5th Mar 2014 08:38
LONDON (Alliance News) - SOCO International PLC Wednesday said its pretax profit fell significantly in its full year 2013 on lower revenues and exploration write-off costs, but the company is confident of strong future progress.
The major oil-and-gas exploration-and-production company said its pretax profit fell 25% to USD333.3 million from USD445.6 million the previous year as revenues fell 2.2% to USD608.1 million from USD621.6 million in 2012.
The company said its revenues were down due to both lower product prices and production curtailment from its largest producing asset, the Te Giac Trang field in Vietnam, as capacity at its Floating Production Storage and Offloading facility was reduced by up to 15,000 barrels of oil equivalent per day when a contiguous field commenced production into the same vessel in May.
SOCO also posted an exploration write-off cost of USD92.0 million as the company's Nganzi Licence in the Democratic Republic Of Congo expired in 2013, and partners at the site decided not to extend the exploration period.
In November, the company announced that its production guidance for the year remains on track for 16,000 barrels of oil equivalent per day, with the vast majority coming from the company's TGT field in the South China Sea.
On Wednesday, the company said it surpassed its guidance by 4%, achieving 16,694 barrels of oil equivalent per day as production averages from the Ca Ngu Vang field increased 25% during the period and production averages from TGT increased 16% in 2013 despite the FPSO reduction and deferral of the company's 2013 development drilling programme at the site.
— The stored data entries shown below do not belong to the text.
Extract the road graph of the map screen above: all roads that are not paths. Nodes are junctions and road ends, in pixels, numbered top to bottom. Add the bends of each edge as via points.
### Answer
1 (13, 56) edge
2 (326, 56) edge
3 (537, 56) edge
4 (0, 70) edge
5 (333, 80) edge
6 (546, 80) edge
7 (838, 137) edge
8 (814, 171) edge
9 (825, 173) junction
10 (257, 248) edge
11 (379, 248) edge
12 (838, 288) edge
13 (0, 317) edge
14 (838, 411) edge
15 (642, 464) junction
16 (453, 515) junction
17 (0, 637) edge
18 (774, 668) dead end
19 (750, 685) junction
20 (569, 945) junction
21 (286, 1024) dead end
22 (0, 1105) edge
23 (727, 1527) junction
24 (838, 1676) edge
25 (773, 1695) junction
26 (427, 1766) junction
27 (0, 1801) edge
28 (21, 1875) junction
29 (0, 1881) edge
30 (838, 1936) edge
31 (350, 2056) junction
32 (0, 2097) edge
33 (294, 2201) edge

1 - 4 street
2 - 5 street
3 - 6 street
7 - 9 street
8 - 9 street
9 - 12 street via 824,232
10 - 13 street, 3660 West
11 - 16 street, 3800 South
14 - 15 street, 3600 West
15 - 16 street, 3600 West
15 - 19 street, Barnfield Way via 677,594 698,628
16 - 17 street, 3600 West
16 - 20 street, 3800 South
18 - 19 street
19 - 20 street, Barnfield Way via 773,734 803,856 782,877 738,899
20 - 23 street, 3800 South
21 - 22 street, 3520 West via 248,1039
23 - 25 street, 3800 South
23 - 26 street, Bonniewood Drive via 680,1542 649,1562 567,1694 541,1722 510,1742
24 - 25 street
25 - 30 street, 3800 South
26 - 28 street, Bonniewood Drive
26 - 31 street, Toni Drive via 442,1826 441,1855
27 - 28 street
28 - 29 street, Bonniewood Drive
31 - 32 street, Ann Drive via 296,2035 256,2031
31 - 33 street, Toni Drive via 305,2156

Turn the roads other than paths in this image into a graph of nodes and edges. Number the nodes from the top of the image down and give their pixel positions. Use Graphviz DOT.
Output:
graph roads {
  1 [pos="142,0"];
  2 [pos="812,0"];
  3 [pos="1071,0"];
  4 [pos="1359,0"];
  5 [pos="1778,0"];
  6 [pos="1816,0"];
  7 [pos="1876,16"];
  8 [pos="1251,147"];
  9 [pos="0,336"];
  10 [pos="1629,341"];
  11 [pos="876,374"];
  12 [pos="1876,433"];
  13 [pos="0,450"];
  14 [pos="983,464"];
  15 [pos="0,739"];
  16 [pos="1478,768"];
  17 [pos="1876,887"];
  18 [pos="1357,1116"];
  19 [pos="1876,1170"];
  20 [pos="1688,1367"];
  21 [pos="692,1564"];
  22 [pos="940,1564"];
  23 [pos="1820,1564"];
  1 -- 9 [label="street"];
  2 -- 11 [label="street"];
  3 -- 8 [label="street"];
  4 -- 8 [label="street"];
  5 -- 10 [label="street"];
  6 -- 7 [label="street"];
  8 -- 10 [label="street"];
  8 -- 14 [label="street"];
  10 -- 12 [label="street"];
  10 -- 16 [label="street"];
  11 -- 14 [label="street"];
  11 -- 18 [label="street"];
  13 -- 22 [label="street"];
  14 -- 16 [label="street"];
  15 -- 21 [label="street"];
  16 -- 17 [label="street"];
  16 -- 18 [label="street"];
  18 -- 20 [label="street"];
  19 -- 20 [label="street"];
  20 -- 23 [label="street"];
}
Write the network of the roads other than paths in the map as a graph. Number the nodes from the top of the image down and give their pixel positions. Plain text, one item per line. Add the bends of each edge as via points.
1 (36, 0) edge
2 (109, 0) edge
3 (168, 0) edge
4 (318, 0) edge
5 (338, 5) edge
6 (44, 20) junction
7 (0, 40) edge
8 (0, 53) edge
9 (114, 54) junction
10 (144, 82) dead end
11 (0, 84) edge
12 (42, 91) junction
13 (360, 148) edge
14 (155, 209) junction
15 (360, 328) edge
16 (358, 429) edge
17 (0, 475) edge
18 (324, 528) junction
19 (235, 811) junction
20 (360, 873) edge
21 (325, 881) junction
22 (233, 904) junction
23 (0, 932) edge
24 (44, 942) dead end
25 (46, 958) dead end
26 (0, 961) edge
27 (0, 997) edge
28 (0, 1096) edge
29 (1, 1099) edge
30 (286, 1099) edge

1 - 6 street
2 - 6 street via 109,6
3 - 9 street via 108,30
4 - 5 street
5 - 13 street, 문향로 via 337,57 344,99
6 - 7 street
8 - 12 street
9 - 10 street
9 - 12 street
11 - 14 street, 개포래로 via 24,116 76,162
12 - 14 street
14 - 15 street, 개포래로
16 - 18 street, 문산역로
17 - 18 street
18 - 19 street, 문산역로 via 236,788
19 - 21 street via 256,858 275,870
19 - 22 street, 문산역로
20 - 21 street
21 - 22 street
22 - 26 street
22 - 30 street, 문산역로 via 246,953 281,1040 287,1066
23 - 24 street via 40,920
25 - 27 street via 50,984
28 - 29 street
SOCO said it is targeting two potentially high impact exploration wells in 2014, at its Congo Brazzaville-Litchendjili Extension and Mer Profunde Sud Block, and plans to fast-track its hugely successful TGT H5 development so that first oil is expected in 2015.
The company said that its future looks extremely bright, it expects to sustain value creation in the coming years, and it plans a return of capital to shareholders in 2014. Using previous guidance of returning 50% of 2013 free cash flow, the sum would be roughly USD100 million.
At the open Wednesday, SOCO shares are down 5.6% at 438.60 pence.